Using Social Network Analysis to Assess Mentorship and Collaboration in a Public Health Network
ORIGINAL RESEARCH — Volume 12 — July 30, 2015
Circles represent 97 individual members and partners (actors). Circle color indicates organizational affiliation to member centers and partner organizations. A line between 2 circles indicates that 1 or both actors reported the mentorship or collaboration tie between them. The lines in Figure 1a (approximately 150 lines) represent mentorship offered or received by the actors; the lines in Figure 1b (approximately 540 lines) represent collaboration on any kind of product.
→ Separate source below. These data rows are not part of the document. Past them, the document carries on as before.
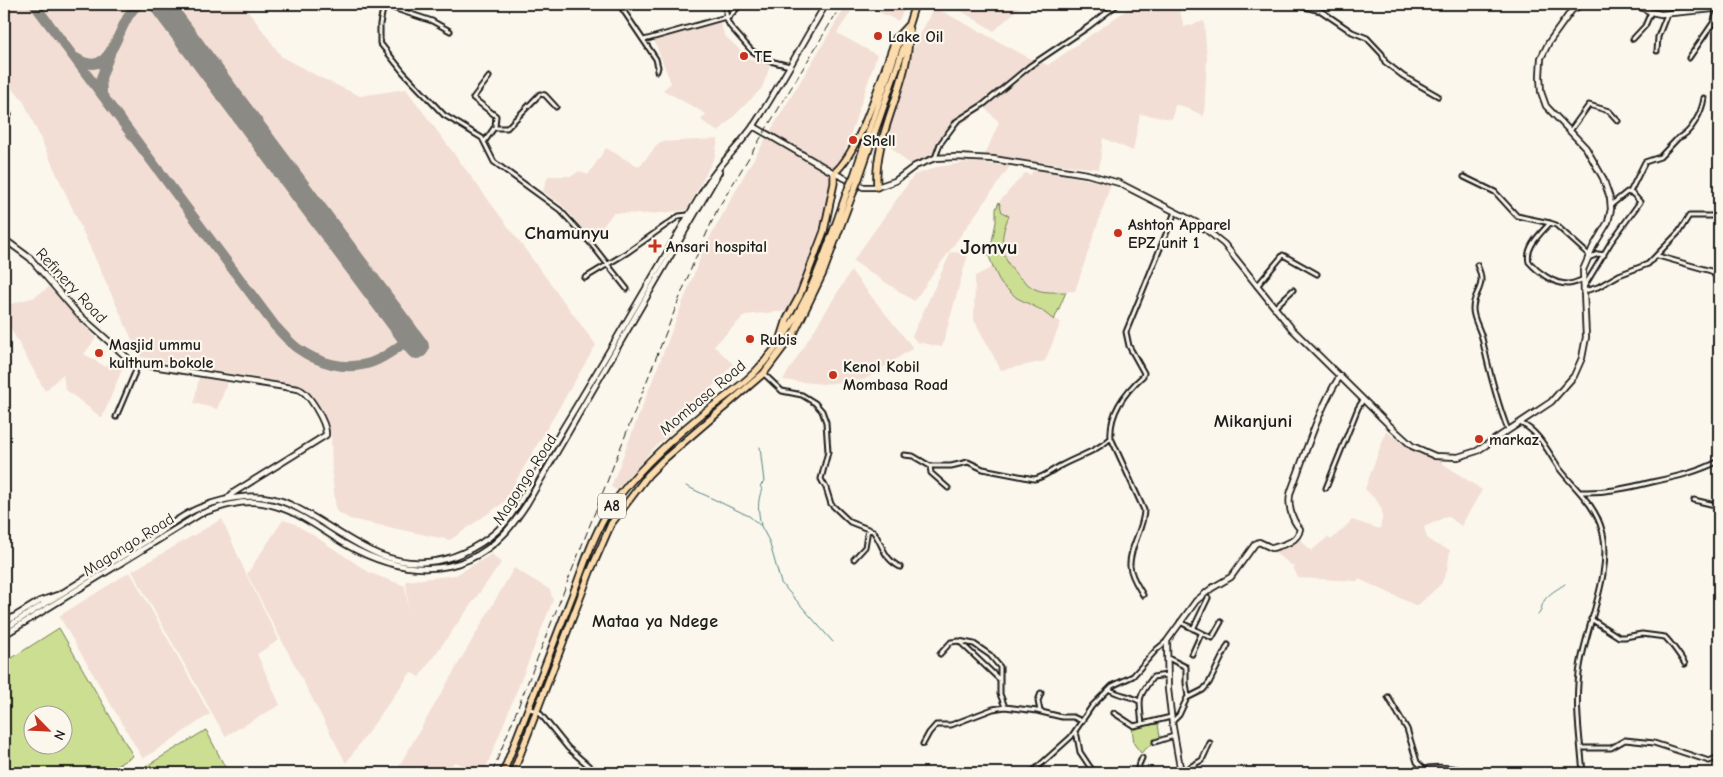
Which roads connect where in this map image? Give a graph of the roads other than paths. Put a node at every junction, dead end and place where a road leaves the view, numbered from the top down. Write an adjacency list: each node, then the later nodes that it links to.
1 (384, 4): 16 (street); 33 (street)
2 (619, 4): 17 (street)
3 (725, 4): 14 (street)
4 (741, 4): 14 (street)
5 (826, 4): 21 (main road, Magongo Road)
6 (915, 4): 15 (highway, Mombasa Road)
7 (1118, 4): 34 (street)
8 (1292, 4): 24 (street)
9 (1583, 4): 32 (main road)
10 (1634, 4): 12 (main road)
11 (1719, 7): 13 (main road); 20 (street)
12 (1651, 12): 13 (main road); 18 (street)
13 (1667, 14): 19 (street)
14 (726, 18): 17 (street); 21 (street)
15 (908, 25): 36 (highway); 38 (highway); 46 (highway, Mombasa Road, bridge)
16 (450, 31)
17 (644, 40): 22 (street)
18 (1633, 40)
19 (1657, 51)
20 (1689, 58)
21 (790, 66): 30 (main road, Magongo Road)
22 (657, 71)
23 (489, 77): 31 (street)
24 (1438, 96)
25 (1704, 98): 39 (street)
26 (556, 107): 31 (street)
27 (9, 115): 28 (street)
28 (4, 121)
29 (1618, 121): 32 (street)
30 (753, 126): 35 (main road, Magongo Road); 36 (main road)
31 (495, 127): 33 (street)
32 (1570, 131): 40 (main road)
33 (485, 142): 50 (street)
34 (935, 158): 38 (main road); 41 (main road)
35 (726, 160): 42 (main road, Magongo Road); 79 (main road, Magongo Road)
36 (834, 173): 38 (main road); 61 (highway)
37 (1464, 177): 44 (street)
38 (877, 187)
39 (1630, 192): 40 (street); 47 (street)
40 (1611, 205): 49 (main road)
41 (1175, 211): 56 (main road); 69 (street)
42 (689, 215): 50 (street); 78 (main road, Magongo Road)
43 (1719, 216): 48 (street)
44 (1550, 223): 49 (street); 54 (street)
45 (4, 239): 62 (main road, Refinery Road)
46 (830, 247): 61 (highway, Mombasa Road / A8); 63 (highway, Mombasa Road / A8)
47 (1604, 255): 49 (street); 58 (street)
48 (1658, 256): 55 (street); 58 (street)
49 (1588, 257): 54 (main road)
50 (608, 265): 53 (street); 57 (street)
51 (1478, 265): 68 (street)
52 (1317, 274): 56 (street)
53 (585, 278)
54 (1584, 279): 58 (main road)
55 (1719, 280)
56 (1257, 286): 60 (main road)
57 (627, 289)
58 (1585, 289): 67 (main road)
59 (1293, 290): 60 (street)
60 (1275, 307): 64 (main road)
61 (780, 342): 110 (highway, Mombasa Road / A8)
62 (139, 364): 66 (street); 76 (main road, Refinery Road)
63 (764, 374): 81 (street); 111 (highway, Mombasa Road / A8)
64 (1340, 376): 65 (main road); 88 (main road)
65 (1364, 399): 68 (main road); 74 (street)
66 (116, 417)
67 (1520, 423): 68 (main road); 75 (street)
68 (1508, 430)
69 (1111, 438): 72 (street); 85 (street)
70 (904, 455): 72 (street)
71 (1719, 461): 75 (street)
72 (930, 466): 73 (street)
73 (948, 488)
74 (1326, 488)
75 (1580, 492): 87 (street)
76 (227, 499): 78 (main road, Magongo Road); 84 (main road, Magongo Road)
77 (1694, 500): 80 (street)
78 (520, 501): 79 (main road)
79 (526, 505): 94 (main road, Magongo Road)
80 (1719, 506)
81 (868, 529): 82 (street); 83 (street)
82 (854, 559)
83 (900, 567)
84 (62, 594): 90 (main road); 91 (main road, Magongo Road)
85 (1143, 595)
86 (1208, 598): 92 (street)
87 (1591, 618): 101 (street); 122 (street)
88 (1180, 622): 92 (street); 96 (main road)
89 (1221, 622): 93 (street)
90 (4, 623)
91 (4, 629)
92 (1193, 629): 93 (street)
93 (1201, 634): 99 (street)
94 (4, 635)
95 (959, 641): 98 (street); 103 (street); 103 (street)
96 (1167, 641): 100 (main road); 104 (street)
97 (1228, 645): 106 (street)
98 (940, 654)
99 (1192, 654)
100 (1168, 658): 102 (main road); 106 (street)
101 (1685, 664)
102 (1168, 675): 108 (street); 114 (main road)
103 (1000, 679): 109 (street)
104 (1109, 690): 108 (street); 115 (street)
105 (1041, 693): 112 (street)
106 (1188, 697): 114 (street)
107 (1388, 697): 126 (street)
108 (1139, 701): 116 (street)
109 (1005, 708): 112 (street); 121 (street)
110 (528, 709): 111 (street); 127 (highway, Mombasa Road / A8)
111 (538, 711): 128 (highway, Mombasa Road / A8); 129 (street)
112 (1040, 712): 115 (street)
113 (1114, 714): 116 (street)
114 (1172, 719): 116 (street); 118 (main road)
115 (1082, 721): 117 (street)
116 (1142, 724)
117 (1075, 732): 125 (street); 130 (street)
118 (1174, 736): 119 (street); 134 (main road)
119 (1155, 742)
120 (1210, 743): 134 (street)
121 (923, 744)
122 (1581, 748): 123 (street); 136 (street)
123 (1719, 757)
124 (1142, 758): 133 (street)
125 (1092, 768): 131 (street); 132 (street)
126 (1426, 772): 135 (street)
127 (503, 773)
128 (513, 773)
129 (597, 773)
130 (1032, 773)
131 (1085, 773)
132 (1094, 773)
133 (1141, 773)
134 (1181, 773)
135 (1472, 773)
136 (1583, 773)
Figure 1. Sociograms of the individual-level mentorship and collaboration networks of the Healthy Aging Research Network members and partners, United States, January 2014.
Figure 2a shows 10 circles, 9 of which surround the center circle. Seven of the circles represent Member Centers A through G, and the remaining 3 represent affiliate centers: the Centers for Disease Control and Prevention and other aging organizations. Most circles are linked to all other circles through bidirectional arrows. These arrows have different widths that reflect the number of mentorship pairs between the 2 organizations. Some circles have self-ties, because mentorship can exist between members of the same organization. Figure 2b shows the same circles. All circles are connected to all other circles through simple lines. These lines also have different widths that reflect the number of collaboration pairs between the 2 organizations. All circles have self-ties, indicating that internal collaboration was observed for all organizations.
Figure 2. Sociograms of the mentorship and collaboration networks of the Healthy Aging Research Network members and partners aggregated at the organizational level, January 2014.